Nutrient Comparison: Cooked Chopped Frozen Broccoli VS Cooked Tahitian Taro with Salt per 14 oz
Compare the macro and micronutrient content in 14 oz of Cooked Chopped Frozen Broccoli versus 14 oz of Cooked Tahitian Taro with Salt to make informed dietary choices. Explore their nutritional differences and benefits.
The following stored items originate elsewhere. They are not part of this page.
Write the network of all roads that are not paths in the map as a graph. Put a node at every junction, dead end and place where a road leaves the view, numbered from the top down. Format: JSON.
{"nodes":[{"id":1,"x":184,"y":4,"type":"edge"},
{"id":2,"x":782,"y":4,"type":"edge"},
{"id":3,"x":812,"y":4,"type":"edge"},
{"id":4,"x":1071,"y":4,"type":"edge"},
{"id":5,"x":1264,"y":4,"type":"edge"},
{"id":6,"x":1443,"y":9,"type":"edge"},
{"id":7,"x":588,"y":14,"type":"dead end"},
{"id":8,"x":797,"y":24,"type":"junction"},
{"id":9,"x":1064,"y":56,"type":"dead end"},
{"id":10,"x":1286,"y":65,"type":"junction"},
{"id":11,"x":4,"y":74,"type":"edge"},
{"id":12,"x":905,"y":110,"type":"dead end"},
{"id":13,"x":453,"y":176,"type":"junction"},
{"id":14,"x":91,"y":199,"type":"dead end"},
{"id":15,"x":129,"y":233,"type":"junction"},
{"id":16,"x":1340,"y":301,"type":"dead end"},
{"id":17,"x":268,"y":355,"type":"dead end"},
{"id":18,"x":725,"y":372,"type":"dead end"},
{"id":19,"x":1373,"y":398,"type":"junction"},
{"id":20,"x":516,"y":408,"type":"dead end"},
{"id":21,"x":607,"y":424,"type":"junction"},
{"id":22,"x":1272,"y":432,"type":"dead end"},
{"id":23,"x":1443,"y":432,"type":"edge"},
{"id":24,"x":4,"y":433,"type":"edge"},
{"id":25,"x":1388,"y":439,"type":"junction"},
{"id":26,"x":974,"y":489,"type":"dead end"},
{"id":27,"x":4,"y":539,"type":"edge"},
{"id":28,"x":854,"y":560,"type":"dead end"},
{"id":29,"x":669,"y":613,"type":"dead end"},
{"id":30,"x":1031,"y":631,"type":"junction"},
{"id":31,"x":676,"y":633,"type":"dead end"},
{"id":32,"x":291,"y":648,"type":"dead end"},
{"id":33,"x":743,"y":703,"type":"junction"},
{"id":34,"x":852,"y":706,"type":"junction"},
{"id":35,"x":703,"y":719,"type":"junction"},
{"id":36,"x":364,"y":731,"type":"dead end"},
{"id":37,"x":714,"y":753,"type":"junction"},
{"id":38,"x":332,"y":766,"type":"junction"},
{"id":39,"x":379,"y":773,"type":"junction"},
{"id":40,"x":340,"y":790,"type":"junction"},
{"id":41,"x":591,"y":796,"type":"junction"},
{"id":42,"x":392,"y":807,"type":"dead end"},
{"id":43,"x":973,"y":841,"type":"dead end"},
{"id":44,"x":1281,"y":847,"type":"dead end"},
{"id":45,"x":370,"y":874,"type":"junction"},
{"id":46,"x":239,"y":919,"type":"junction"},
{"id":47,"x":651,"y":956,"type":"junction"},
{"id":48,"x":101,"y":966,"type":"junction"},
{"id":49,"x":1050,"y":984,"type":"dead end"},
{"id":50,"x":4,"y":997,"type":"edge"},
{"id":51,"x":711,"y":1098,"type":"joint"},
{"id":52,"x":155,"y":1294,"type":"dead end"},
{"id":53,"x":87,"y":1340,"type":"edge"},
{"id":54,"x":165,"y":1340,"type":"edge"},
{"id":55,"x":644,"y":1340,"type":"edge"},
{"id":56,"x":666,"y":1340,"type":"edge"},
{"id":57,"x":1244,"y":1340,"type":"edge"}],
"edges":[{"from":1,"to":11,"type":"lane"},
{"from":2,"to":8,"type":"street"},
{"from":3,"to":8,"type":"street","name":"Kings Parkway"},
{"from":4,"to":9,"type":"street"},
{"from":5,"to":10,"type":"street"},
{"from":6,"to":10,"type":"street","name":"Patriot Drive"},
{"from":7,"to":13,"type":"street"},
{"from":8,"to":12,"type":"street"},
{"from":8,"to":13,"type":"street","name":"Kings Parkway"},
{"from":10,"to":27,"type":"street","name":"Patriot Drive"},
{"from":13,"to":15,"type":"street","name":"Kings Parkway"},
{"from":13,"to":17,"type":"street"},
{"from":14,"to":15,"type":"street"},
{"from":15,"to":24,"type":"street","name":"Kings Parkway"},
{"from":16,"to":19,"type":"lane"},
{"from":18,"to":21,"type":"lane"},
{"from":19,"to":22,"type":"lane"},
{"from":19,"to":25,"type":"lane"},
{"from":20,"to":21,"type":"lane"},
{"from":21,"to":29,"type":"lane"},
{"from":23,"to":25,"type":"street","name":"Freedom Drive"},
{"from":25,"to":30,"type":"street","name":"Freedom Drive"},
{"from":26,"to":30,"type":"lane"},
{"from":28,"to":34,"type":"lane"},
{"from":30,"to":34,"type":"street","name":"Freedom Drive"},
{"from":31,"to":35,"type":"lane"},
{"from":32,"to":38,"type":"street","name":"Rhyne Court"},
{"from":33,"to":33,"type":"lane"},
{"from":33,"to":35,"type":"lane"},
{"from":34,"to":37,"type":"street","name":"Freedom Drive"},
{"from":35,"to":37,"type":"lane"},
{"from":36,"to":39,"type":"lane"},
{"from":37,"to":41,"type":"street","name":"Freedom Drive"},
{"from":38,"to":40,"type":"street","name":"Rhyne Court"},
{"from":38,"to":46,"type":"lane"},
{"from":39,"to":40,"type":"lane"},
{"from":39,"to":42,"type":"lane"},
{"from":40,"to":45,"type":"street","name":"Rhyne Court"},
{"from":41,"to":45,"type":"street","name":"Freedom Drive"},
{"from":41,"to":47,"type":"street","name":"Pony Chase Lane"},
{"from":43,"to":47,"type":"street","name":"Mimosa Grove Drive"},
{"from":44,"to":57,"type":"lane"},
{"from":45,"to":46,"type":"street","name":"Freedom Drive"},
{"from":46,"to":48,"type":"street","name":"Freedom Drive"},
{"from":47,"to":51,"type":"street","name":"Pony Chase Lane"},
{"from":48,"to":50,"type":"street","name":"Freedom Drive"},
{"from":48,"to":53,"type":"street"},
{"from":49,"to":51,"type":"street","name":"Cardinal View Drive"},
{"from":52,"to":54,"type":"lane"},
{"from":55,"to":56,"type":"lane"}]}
Lets compare vitamin content per 14 ounces of Cooked Chopped Frozen Broccoli vs Cooked Tahitian Taro with Salt:
- 14 ounces of Cooked Chopped Frozen Broccoli have 1.3 times more Vitamin B1, 2.2 times more Vitamin B5 and 8 times more Vitamin B9 than Cooked Tahitian Taro with Salt.
- While 14 oz of Cooked Tahitian Taro with Salt contain 1.7 times more Vitamin A and 2.4 times more Vitamin B2 than Boiled Chopped Frozen Broccoli.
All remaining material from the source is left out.